A Virgin Among the Living Dead
Dir. Jesus Franco
Title 15, Chapter 2, Subchapter 1, Section 52 of the U.S. Code expressly prohibits businesses from engaging in deceptive or false advertising. Though I think the statute of limitations is probably a little long in the tooth to be throwing the book at Jesus Franco for French stinker A Virgin Among the Living Dead (aka Christine, Princess of Eroticism), which, title aside, features nary a zombie (and just as little eroticism). A few restrained hints of possible lesbian vampirism and one thoroughly useless ghost are the closest you’re going to come to “living dead” in this 75 minute assault on your higher thinking functions.

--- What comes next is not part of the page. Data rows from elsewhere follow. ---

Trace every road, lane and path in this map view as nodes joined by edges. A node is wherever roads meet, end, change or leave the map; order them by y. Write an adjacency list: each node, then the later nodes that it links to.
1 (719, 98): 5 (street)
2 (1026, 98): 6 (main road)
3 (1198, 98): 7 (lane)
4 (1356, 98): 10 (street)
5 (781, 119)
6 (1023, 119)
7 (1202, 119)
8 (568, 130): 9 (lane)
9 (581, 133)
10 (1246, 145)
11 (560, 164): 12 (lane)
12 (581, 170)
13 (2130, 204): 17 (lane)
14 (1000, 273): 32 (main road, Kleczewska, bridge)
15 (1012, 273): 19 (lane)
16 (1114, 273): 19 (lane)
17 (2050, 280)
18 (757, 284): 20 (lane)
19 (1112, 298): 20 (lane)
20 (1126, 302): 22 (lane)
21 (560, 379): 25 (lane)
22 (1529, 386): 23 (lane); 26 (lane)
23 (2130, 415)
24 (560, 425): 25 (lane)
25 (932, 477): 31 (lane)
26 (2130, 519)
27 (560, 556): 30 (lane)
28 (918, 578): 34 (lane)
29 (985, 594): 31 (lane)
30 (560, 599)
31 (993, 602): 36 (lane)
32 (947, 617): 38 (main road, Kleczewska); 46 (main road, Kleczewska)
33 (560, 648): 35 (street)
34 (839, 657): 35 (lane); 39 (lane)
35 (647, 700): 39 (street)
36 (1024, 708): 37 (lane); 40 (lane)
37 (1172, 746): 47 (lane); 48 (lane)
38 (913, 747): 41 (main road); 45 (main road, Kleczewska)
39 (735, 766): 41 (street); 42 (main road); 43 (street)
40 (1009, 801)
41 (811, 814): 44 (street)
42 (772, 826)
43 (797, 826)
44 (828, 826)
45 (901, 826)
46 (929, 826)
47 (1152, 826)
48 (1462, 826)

Hell, given our babbling protagonist’s hobbies include sleeping nude, skinny dipping and parading around in front of strangers in her sheer panties, I’m just gonna go ahead and call bullshit on that “virgin” thing as well. Aspersions aside, Christine, the titular virgin, is a naïf just blown into some rundown French town to hear the reading of the will of a father she never knew. Showing up the family chateau, which every villager assures her has been vacant for generations, Christine stumbles wide-eyed (and usually nude) through encounters with the various, irritating denizens of the house who act less like the Addamses and more like John Waters rejects. Weird Uncle Howard just bangs away at the organ, blind Linda compulsively paints crosses in blood and offers cryptic warnings while the family’s mute manservant just leers around pervertedly. How does Christina react? She just nods and smiles at every violations of mores that any other rational person would take as signs to move into the nearest Motel 6. Things get creepy, dead animals get placed in her bed and the family eventually tries to get all Rosemary’s Baby on Christina. It’s painfully by the numbers and horrifically zombie-free.

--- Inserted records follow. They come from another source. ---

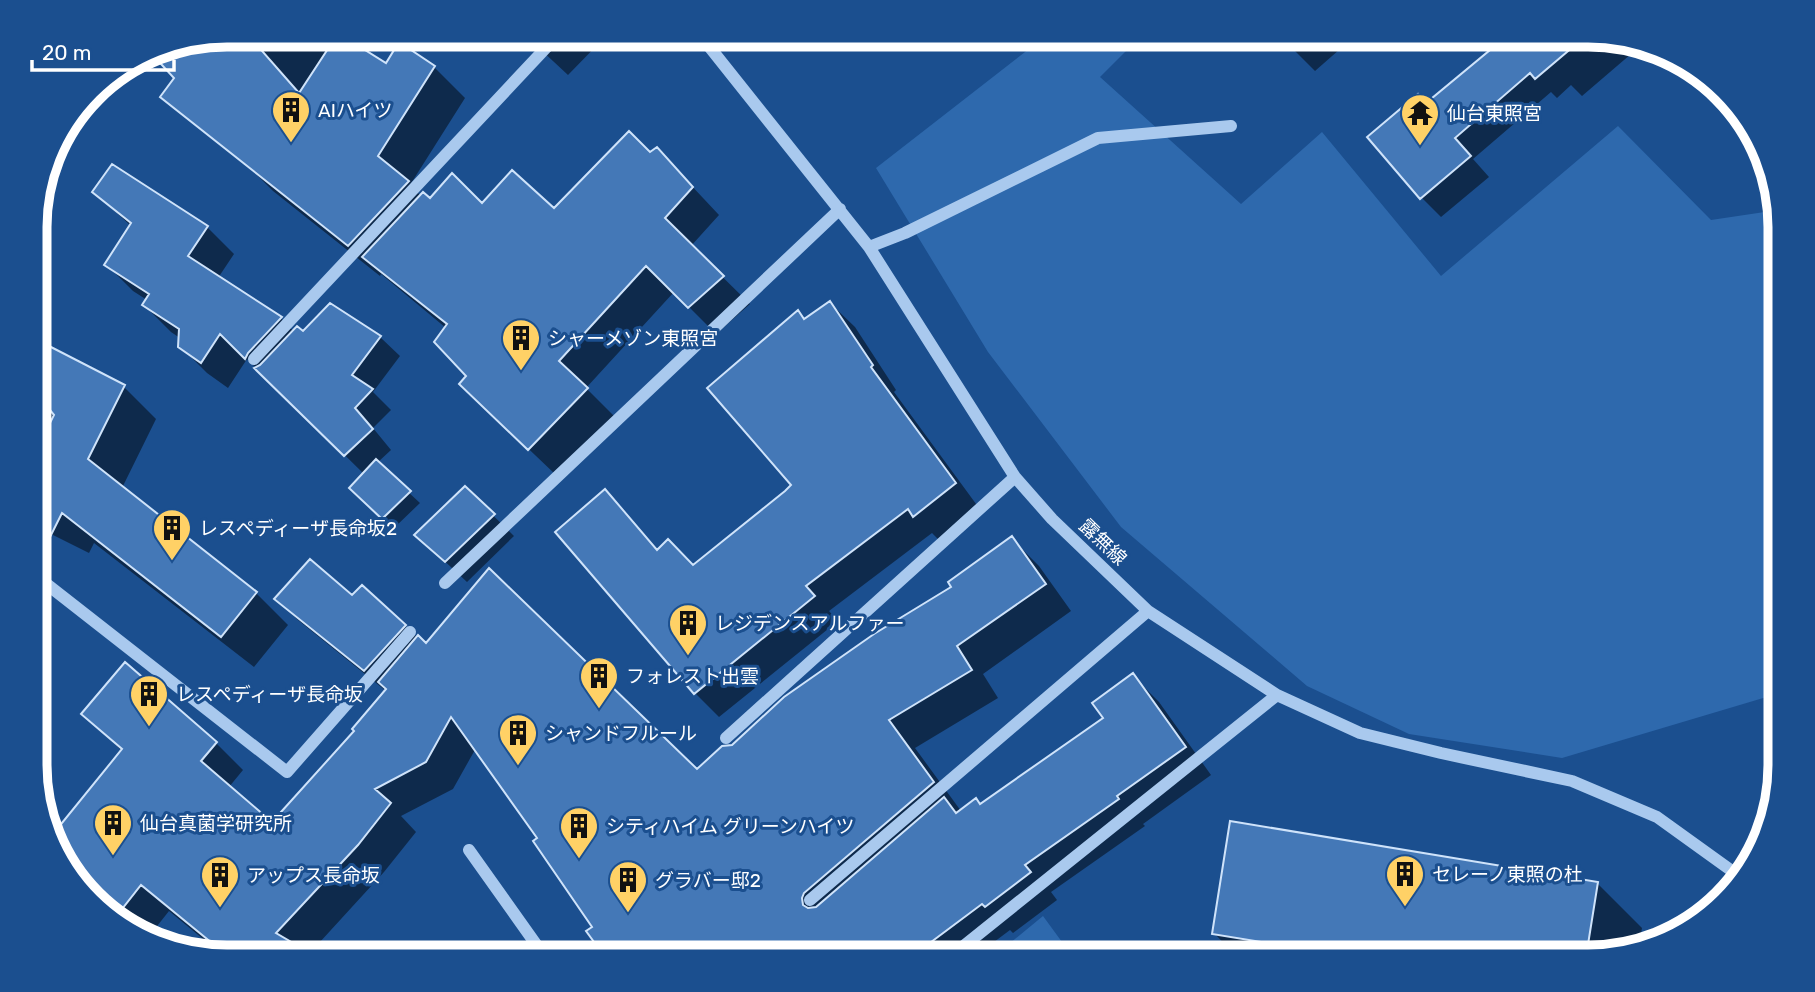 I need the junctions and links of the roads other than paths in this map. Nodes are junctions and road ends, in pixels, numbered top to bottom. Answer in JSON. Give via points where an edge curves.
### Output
{"nodes":[{"id":1,"x":546,"y":48,"type":"edge"},
{"id":2,"x":710,"y":48,"type":"edge"},
{"id":3,"x":1231,"y":126,"type":"dead end"},
{"id":4,"x":840,"y":209,"type":"junction"},
{"id":5,"x":869,"y":247,"type":"junction"},
{"id":6,"x":254,"y":359,"type":"dead end"},
{"id":7,"x":1015,"y":477,"type":"junction"},
{"id":8,"x":445,"y":583,"type":"dead end"},
{"id":9,"x":47,"y":585,"type":"edge"},
{"id":10,"x":1148,"y":611,"type":"junction"},
{"id":11,"x":410,"y":632,"type":"dead end"},
{"id":12,"x":1277,"y":695,"type":"junction"},
{"id":13,"x":726,"y":738,"type":"dead end"},
{"id":14,"x":469,"y":850,"type":"dead end"},
{"id":15,"x":1732,"y":871,"type":"edge"},
{"id":16,"x":810,"y":901,"type":"dead end"},
{"id":17,"x":966,"y":944,"type":"edge"},
{"id":18,"x":536,"y":945,"type":"edge"}],
"edges":[{"from":1,"to":6,"type":"street"},
{"from":2,"to":4,"type":"street","name":"露無線"},
{"from":3,"to":5,"type":"street","via":[[1098,138]]},
{"from":4,"to":5,"type":"street","name":"露無線"},
{"from":4,"to":8,"type":"street"},
{"from":5,"to":7,"type":"street","name":"露無線"},
{"from":7,"to":10,"type":"street","name":"露無線"},
{"from":7,"to":13,"type":"street"},
{"from":9,"to":11,"type":"street","via":[[287,772]]},
{"from":10,"to":12,"type":"street","name":"露無線"},
{"from":10,"to":16,"type":"street"},
{"from":12,"to":15,"type":"street","name":"露無線","via":[[1360,733],[1572,781],[1657,817]]},
{"from":12,"to":17,"type":"street"},
{"from":14,"to":18,"type":"street"}]}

Zombology: Not a goddamned thing. Zilch. Nada. Bupkis. The zombie is a lie. While Christine wanders aimlessly on a scene of lesbian vampirism (which she seems to just disregard the next time she runs across the participants) and her ghostly, blood dribbling father makes an ineffectual stab and warning her off, there is no “living dead” to be had. Zippo.

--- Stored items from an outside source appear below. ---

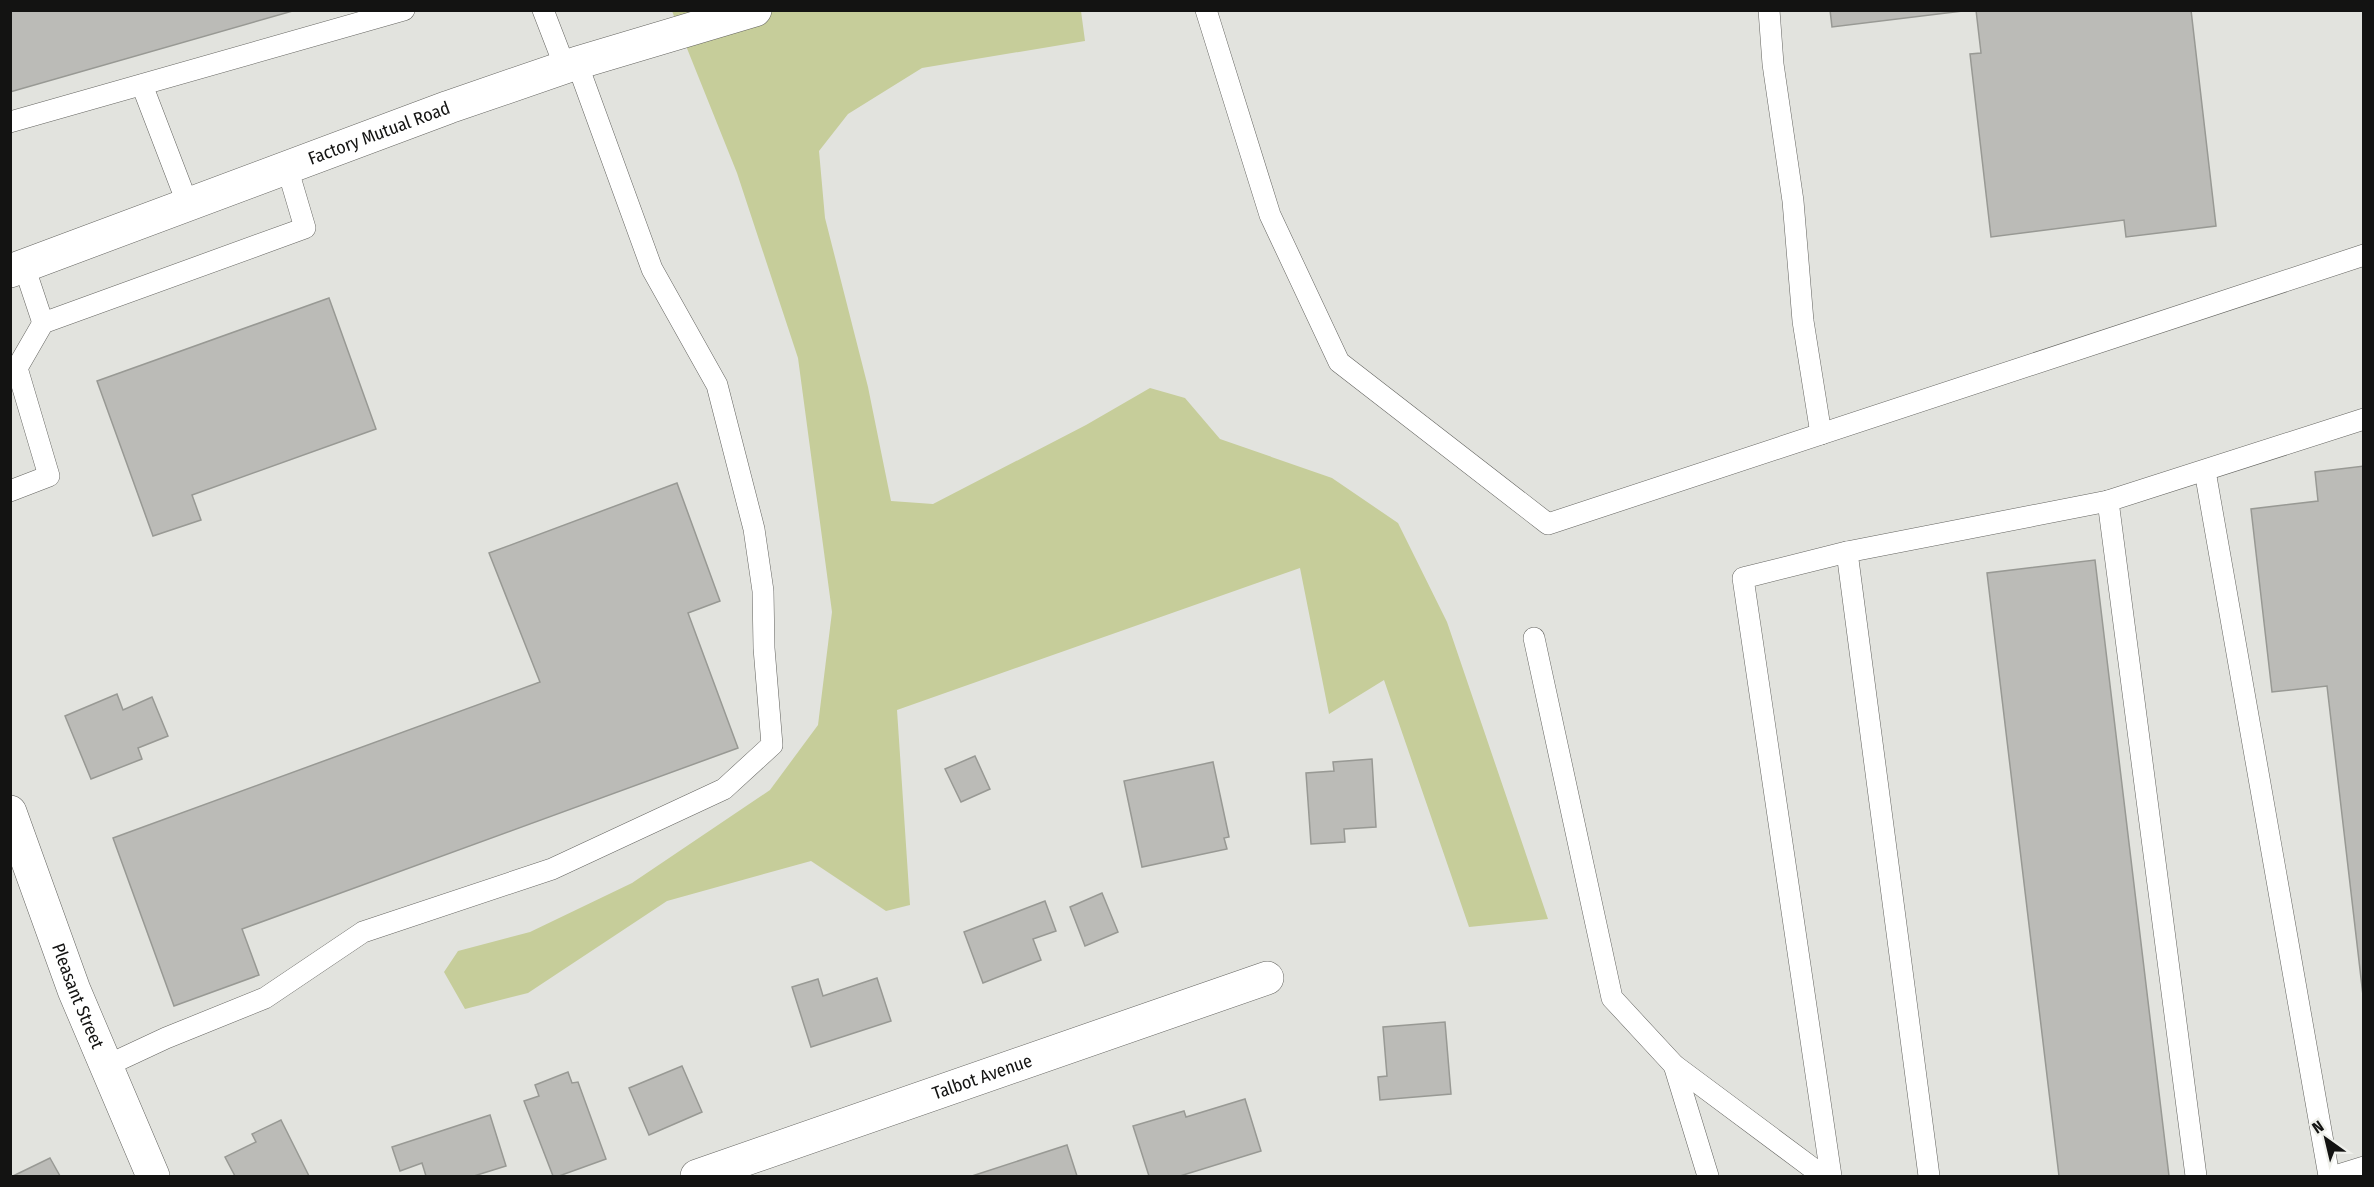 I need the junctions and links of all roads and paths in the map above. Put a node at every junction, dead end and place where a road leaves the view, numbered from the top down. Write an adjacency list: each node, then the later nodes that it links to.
1 (404, 10): 7 (lane)
2 (543, 10): 6 (lane)
3 (755, 10): 6 (street, Factory Mutual Road)
4 (1206, 10): 15 (lane)
5 (1769, 10): 15 (lane)
6 (571, 65): 9 (street, Factory Mutual Road); 24 (lane)
7 (142, 85): 8 (lane); 10 (lane)
8 (10, 122)
9 (287, 167): 10 (street, Factory Mutual Road); 13 (lane)
10 (188, 205): 12 (street, Factory Mutual Road)
11 (2364, 255): 15 (lane)
12 (17, 269): 13 (lane)
13 (43, 322): 17 (lane)
14 (2364, 419): 16 (lane)
15 (1821, 434)
16 (2205, 471): 18 (lane); 33 (lane)
17 (10, 490)
18 (2108, 501): 19 (lane); 32 (lane)
19 (1847, 552): 30 (lane); 31 (lane)
20 (1534, 638): 23 (lane)
21 (10, 813): 24 (street, Pleasant Street)
22 (1267, 978): 27 (street, Talbot Avenue)
23 (1674, 1065): 28 (lane); 29 (lane)
24 (106, 1066): 26 (street, Pleasant Street)
25 (2364, 1167): 34 (lane)
26 (153, 1176)
27 (697, 1176)
28 (1708, 1176)
29 (1823, 1176)
30 (1831, 1176)
31 (1929, 1176)
32 (2196, 1176)
33 (2330, 1176)
34 (2335, 1176)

Like a lot of Jesus Franco films, A Virgin Among the Living Dead features startlingly amateur cinematography at times – particularly during the halting zooms and pull backs – mixed with tableaux that suggest Franco may have had a glimmer of talent in his otherwise hackish repertoire. But more importantly, NO FUCKING ZOMBIES.
This suckfest proudly earned its perfect score on the Hell of the Living Dead scale of hellacious awfulness.